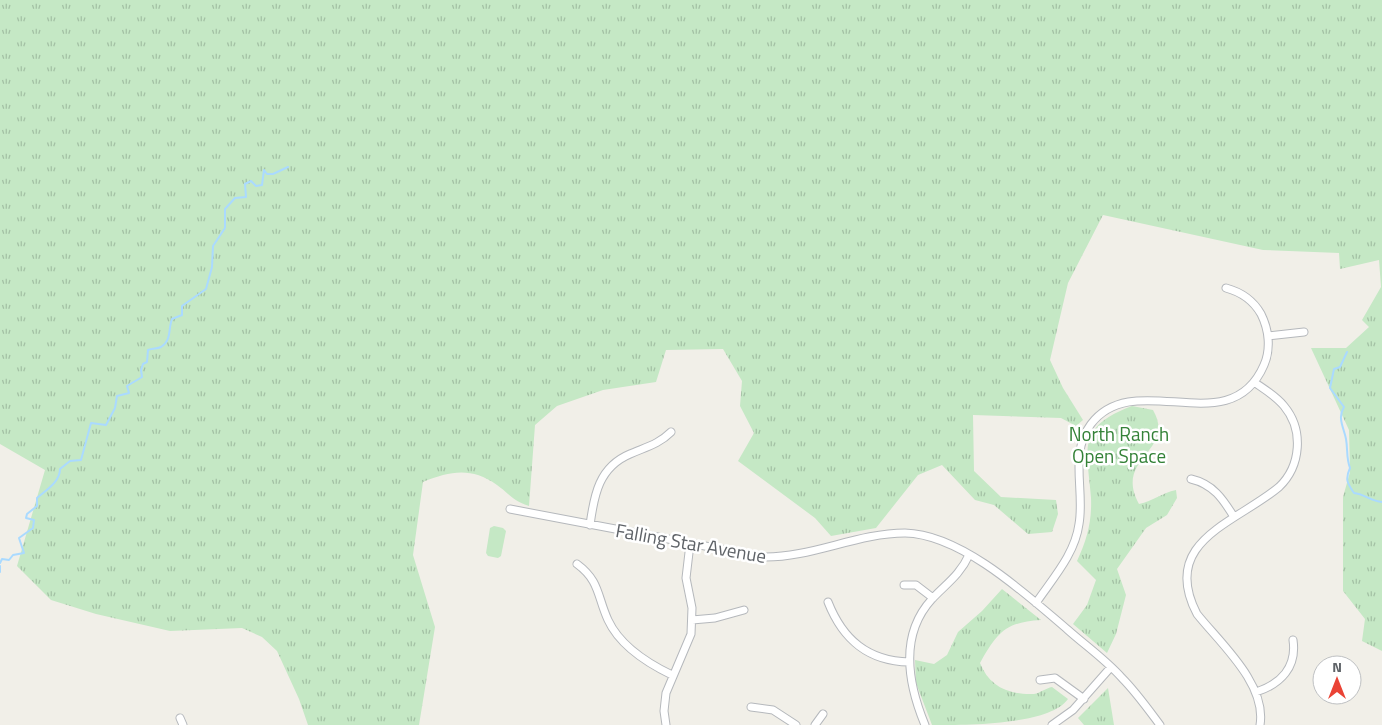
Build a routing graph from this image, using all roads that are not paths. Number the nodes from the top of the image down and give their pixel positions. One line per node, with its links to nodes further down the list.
1 (1226, 288): 3 (street)
2 (1304, 332): 3 (street)
3 (1268, 336): 4 (street)
4 (1254, 382): 8 (street); 16 (street)
5 (671, 432): 9 (street)
6 (1191, 479): 8 (street)
7 (510, 509): 9 (street, Falling Star Avenue)
8 (1234, 517): 24 (street)
9 (590, 525): 10 (street, Falling Star Avenue)
10 (690, 544): 11 (street, Falling Star Avenue); 18 (street)
11 (969, 556): 14 (street); 16 (street, Falling Star Avenue)
12 (577, 564): 22 (street)
13 (904, 585): 14 (street)
14 (934, 598): 20 (street)
15 (828, 602): 20 (street)
16 (1036, 603): 21 (street, Falling Star Avenue)
17 (744, 610): 18 (street)
18 (692, 620): 22 (street)
19 (1293, 640): 24 (street)
20 (909, 662): 31 (street)
21 (1111, 667): 25 (street); 33 (street, Falling Star Avenue)
22 (672, 675): 28 (street)
23 (1040, 680): 25 (street)
24 (1256, 692): 34 (street)
25 (1084, 699): 32 (street)
26 (751, 707): 29 (street)
27 (823, 714): 30 (street)
28 (666, 725)
29 (796, 725)
30 (815, 725)
31 (925, 725)
32 (1052, 725)
33 (1160, 725)
34 (1260, 725)

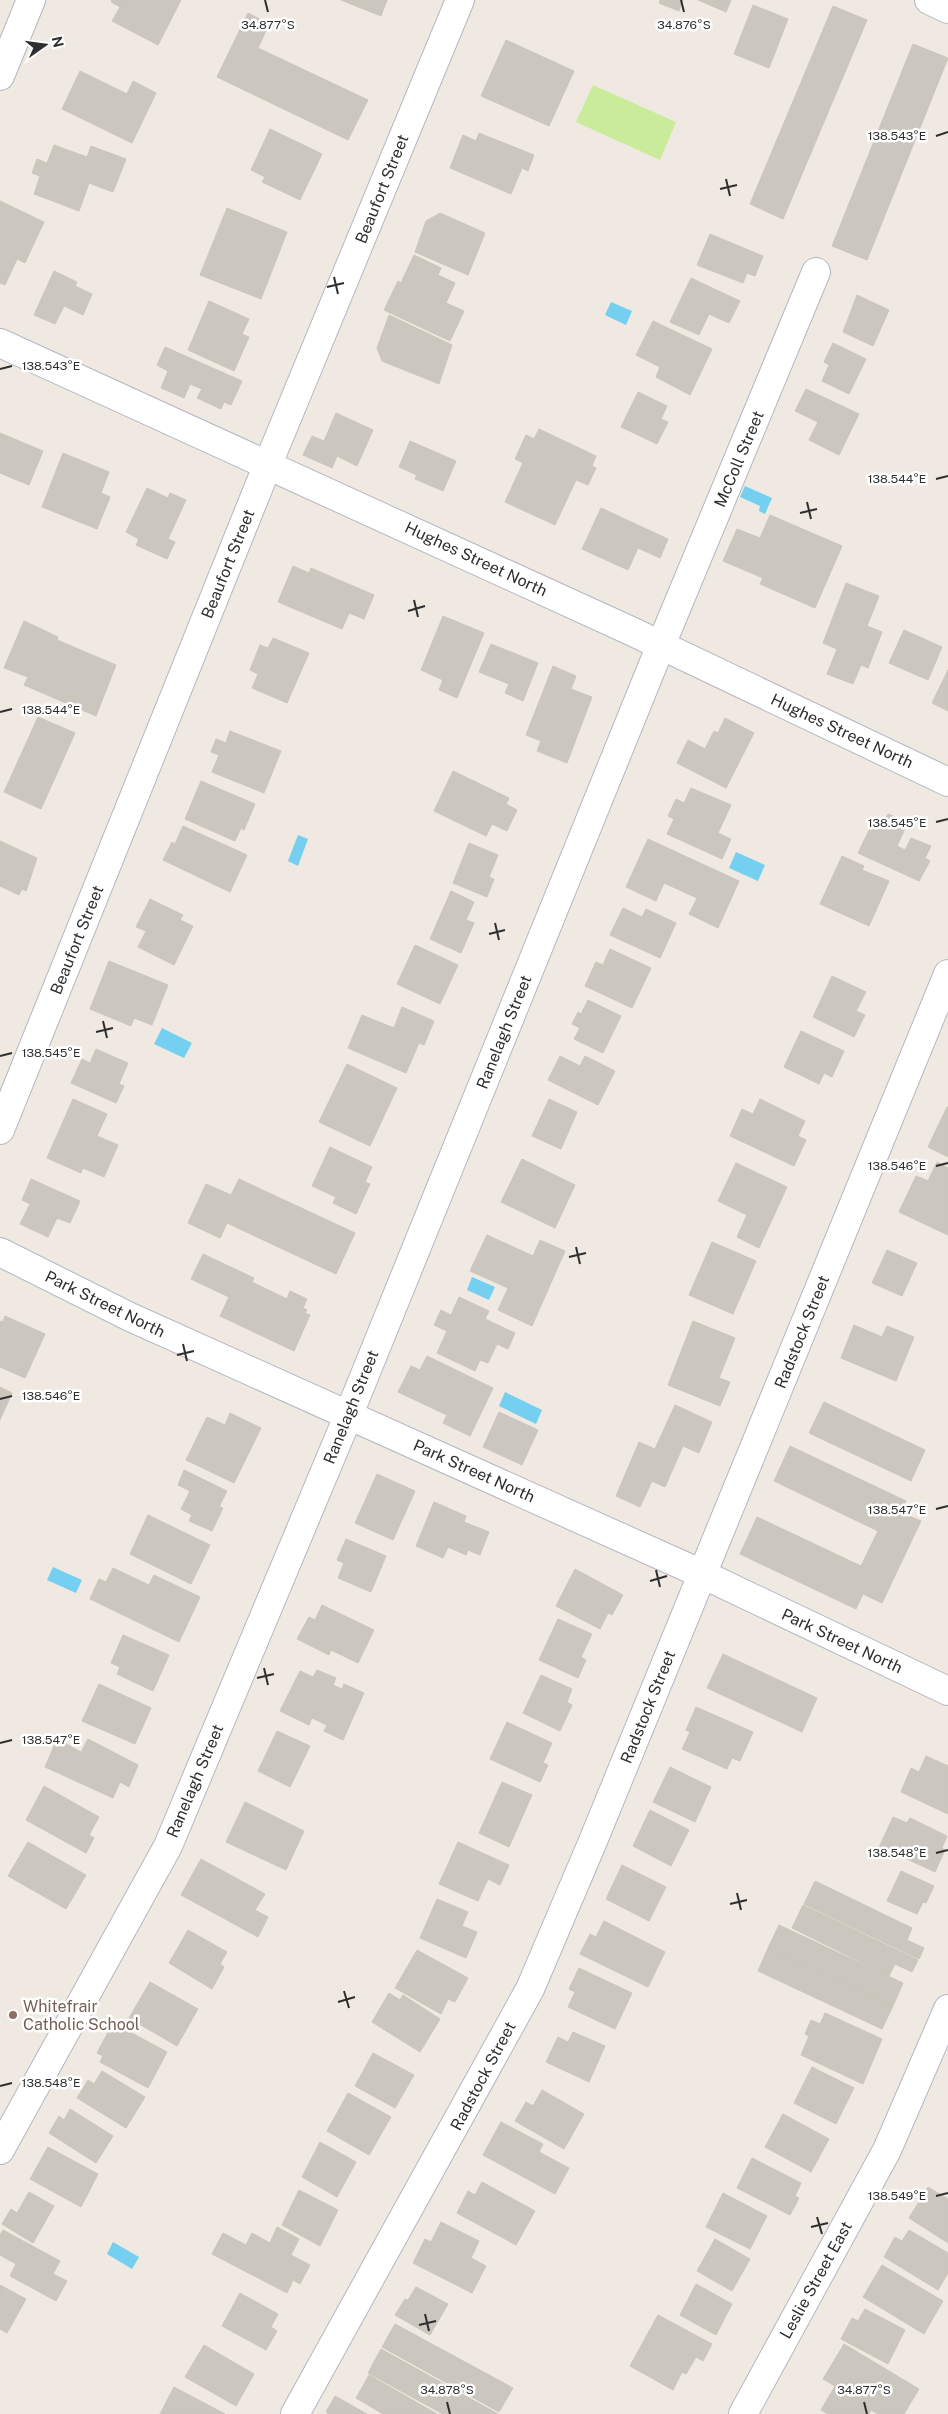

==========

Exercise brief: Copy every line of the data word for word, omitting the images.

Solution for this exercise:
Build a routing graph from this image, using all roads that are not paths. Number the nodes from the top of the image down and give their pixel positions. One line per node, with its links to nodes further down the list.
1 (1226, 288): 3 (street)
2 (1304, 332): 3 (street)
3 (1268, 336): 4 (street)
4 (1254, 382): 8 (street); 16 (street)
5 (671, 432): 9 (street)
6 (1191, 479): 8 (street)
7 (510, 509): 9 (street, Falling Star Avenue)
8 (1234, 517): 24 (street)
9 (590, 525): 10 (street, Falling Star Avenue)
10 (690, 544): 11 (street, Falling Star Avenue); 18 (street)
11 (969, 556): 14 (street); 16 (street, Falling Star Avenue)
12 (577, 564): 22 (street)
13 (904, 585): 14 (street)
14 (934, 598): 20 (street)
15 (828, 602): 20 (street)
16 (1036, 603): 21 (street, Falling Star Avenue)
17 (744, 610): 18 (street)
18 (692, 620): 22 (street)
19 (1293, 640): 24 (street)
20 (909, 662): 31 (street)
21 (1111, 667): 25 (street); 33 (street, Falling Star Avenue)
22 (672, 675): 28 (street)
23 (1040, 680): 25 (street)
24 (1256, 692): 34 (street)
25 (1084, 699): 32 (street)
26 (751, 707): 29 (street)
27 (823, 714): 30 (street)
28 (666, 725)
29 (796, 725)
30 (815, 725)
31 (925, 725)
32 (1052, 725)
33 (1160, 725)
34 (1260, 725)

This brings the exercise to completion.